> **Task prompt**
Please filter the data down to the lines that include the word "Left" and copy them.

_ _ _ _ _

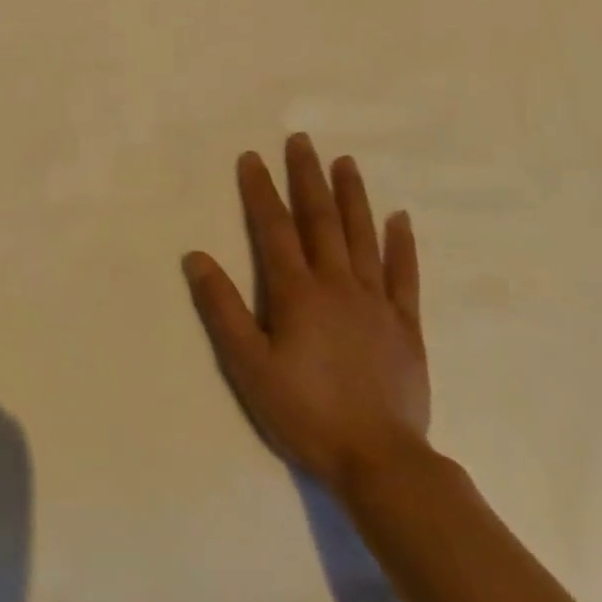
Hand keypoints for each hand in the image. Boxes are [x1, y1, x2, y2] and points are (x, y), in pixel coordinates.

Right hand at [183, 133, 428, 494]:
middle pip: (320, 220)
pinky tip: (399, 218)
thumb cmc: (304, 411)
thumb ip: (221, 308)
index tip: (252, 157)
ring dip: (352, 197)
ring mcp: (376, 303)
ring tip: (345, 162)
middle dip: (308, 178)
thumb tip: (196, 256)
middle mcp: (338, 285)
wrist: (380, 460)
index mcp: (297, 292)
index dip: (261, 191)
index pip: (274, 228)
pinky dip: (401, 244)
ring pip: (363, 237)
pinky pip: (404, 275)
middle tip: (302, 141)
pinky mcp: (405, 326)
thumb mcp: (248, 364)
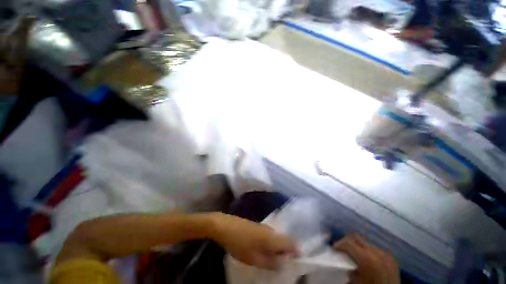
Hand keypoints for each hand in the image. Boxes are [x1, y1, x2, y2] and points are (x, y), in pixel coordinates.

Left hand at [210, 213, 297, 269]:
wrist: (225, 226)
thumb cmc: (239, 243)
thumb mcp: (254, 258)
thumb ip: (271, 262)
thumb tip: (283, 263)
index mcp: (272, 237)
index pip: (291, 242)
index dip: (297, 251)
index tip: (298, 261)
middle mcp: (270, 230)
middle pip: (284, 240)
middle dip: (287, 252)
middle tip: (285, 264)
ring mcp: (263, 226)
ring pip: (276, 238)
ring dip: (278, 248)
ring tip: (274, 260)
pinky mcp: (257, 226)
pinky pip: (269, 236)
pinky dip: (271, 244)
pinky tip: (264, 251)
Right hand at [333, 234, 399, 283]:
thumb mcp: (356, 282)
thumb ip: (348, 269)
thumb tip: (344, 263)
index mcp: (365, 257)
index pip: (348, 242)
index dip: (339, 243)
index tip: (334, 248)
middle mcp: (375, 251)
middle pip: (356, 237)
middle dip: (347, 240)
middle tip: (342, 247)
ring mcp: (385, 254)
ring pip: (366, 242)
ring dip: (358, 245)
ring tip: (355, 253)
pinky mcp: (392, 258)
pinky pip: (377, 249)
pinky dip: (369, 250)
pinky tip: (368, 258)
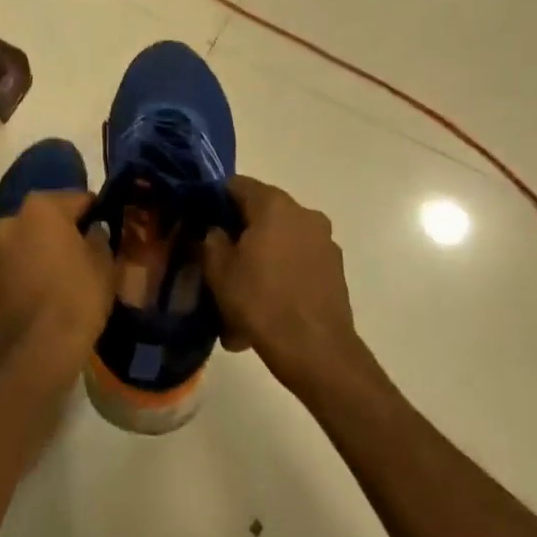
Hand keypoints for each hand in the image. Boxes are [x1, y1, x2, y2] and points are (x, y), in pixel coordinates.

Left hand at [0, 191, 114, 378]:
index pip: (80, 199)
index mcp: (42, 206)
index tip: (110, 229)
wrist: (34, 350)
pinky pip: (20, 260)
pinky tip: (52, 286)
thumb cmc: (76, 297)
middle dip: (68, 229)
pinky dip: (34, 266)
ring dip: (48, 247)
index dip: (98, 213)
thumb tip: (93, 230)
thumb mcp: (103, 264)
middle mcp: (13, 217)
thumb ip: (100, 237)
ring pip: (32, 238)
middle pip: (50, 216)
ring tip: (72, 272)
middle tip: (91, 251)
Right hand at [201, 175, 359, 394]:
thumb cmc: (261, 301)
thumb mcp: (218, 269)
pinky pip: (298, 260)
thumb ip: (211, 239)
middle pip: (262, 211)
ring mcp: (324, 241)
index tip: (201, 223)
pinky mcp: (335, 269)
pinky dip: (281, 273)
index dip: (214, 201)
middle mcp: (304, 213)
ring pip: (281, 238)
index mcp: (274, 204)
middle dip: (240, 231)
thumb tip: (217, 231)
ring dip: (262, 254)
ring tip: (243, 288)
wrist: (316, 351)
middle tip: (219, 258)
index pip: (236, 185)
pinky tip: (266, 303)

_ _ _ _ _

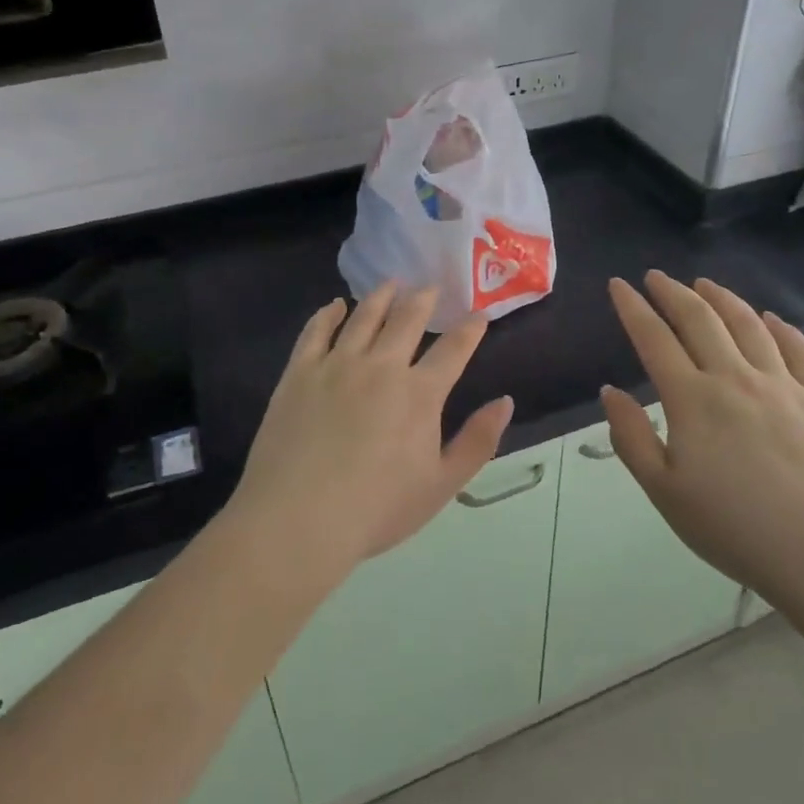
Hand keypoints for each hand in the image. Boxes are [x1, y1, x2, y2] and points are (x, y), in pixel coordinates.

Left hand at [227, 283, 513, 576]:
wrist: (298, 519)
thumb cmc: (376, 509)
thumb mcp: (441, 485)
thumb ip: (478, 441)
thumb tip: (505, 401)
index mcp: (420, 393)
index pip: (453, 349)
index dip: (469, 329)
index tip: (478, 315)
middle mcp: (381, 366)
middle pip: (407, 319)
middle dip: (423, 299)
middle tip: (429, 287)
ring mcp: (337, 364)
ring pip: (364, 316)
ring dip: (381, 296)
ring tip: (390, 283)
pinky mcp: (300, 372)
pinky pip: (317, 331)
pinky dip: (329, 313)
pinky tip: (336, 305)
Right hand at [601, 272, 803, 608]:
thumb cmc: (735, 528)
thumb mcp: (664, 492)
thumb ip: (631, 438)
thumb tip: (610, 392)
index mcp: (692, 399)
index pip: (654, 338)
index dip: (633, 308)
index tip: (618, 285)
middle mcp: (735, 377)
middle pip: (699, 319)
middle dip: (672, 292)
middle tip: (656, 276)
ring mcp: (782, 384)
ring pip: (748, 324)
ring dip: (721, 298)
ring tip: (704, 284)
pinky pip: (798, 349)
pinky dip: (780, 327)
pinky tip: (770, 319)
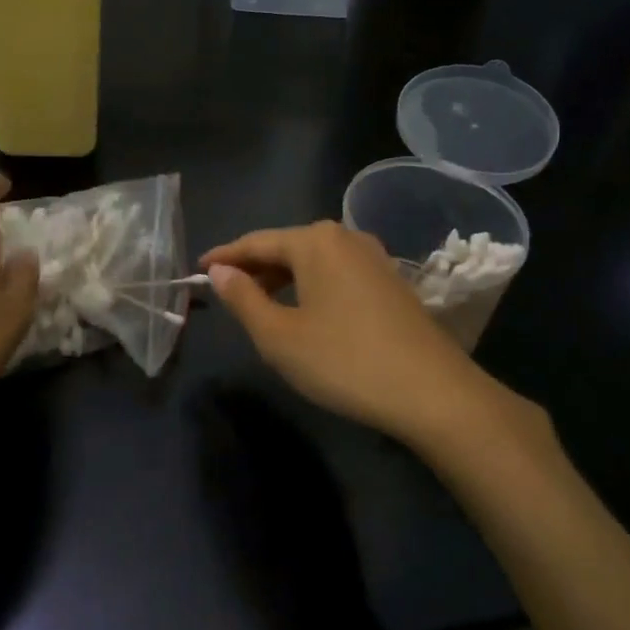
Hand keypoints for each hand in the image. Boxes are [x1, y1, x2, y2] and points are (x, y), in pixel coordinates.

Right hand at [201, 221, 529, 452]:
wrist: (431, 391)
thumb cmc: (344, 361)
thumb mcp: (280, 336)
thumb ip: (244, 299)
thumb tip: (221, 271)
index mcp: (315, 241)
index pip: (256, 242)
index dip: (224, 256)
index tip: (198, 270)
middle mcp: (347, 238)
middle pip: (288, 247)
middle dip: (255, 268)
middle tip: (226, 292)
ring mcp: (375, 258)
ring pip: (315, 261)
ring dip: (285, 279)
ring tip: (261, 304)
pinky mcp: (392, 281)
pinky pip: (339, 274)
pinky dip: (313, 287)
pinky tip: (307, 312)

_ _ _ _ _

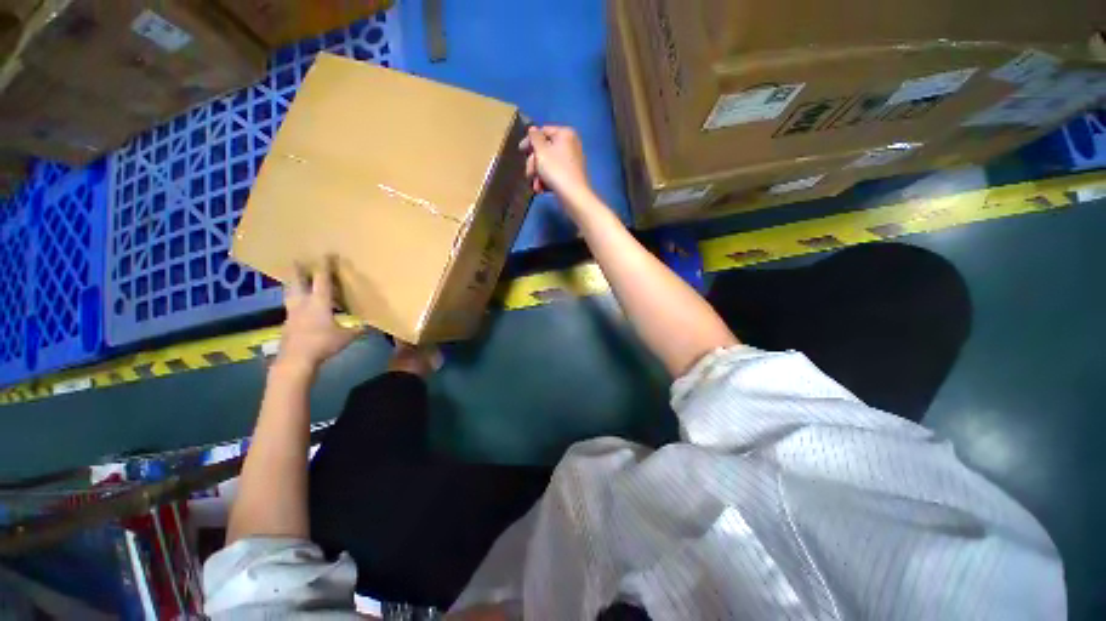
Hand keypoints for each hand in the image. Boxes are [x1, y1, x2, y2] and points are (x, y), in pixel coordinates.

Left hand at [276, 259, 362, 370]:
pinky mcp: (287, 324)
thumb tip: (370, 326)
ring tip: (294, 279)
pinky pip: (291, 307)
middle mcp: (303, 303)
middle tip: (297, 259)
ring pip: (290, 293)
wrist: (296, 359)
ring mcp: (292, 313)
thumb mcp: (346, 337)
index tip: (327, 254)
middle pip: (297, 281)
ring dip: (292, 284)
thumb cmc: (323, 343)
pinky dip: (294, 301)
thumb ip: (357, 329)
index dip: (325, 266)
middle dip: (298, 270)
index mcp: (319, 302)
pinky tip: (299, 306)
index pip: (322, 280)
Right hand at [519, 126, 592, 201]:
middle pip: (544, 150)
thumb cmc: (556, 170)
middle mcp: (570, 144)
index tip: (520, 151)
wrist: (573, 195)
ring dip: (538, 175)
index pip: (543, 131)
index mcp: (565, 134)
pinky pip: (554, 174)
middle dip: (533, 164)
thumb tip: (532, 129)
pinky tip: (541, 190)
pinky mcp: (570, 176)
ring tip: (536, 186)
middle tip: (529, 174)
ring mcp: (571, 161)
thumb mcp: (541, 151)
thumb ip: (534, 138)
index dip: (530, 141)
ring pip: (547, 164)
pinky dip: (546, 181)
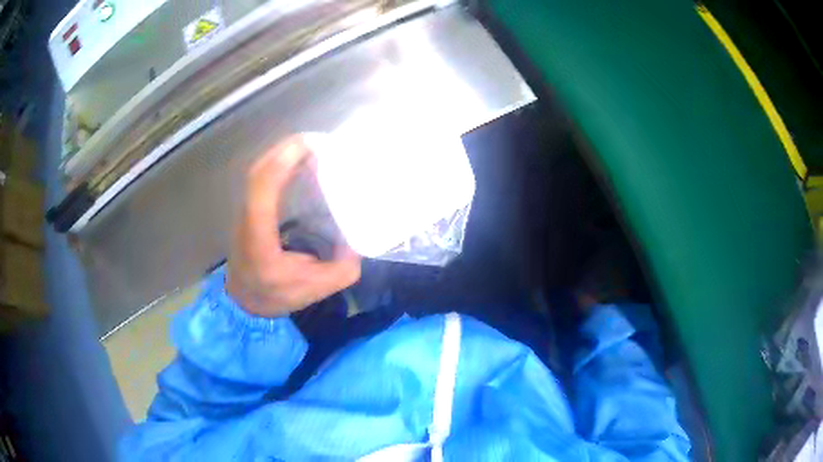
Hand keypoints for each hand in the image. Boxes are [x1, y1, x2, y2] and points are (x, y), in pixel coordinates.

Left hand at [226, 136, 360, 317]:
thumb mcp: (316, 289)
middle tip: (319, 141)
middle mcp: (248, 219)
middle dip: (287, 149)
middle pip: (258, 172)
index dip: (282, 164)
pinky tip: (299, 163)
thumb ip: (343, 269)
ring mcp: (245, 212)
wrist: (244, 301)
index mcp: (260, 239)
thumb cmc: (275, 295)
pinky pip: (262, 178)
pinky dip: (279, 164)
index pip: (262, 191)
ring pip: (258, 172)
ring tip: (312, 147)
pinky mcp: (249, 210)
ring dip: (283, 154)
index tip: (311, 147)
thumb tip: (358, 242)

_ _ _ _ _

> **Completed exercise**
Left hand at [210, 213, 297, 269]:
Left hand at [0, 191, 114, 378]:
Left hand at [227, 283, 513, 576]:
Left hand at [276, 259, 362, 370]:
Left hand at [226, 136, 360, 317]:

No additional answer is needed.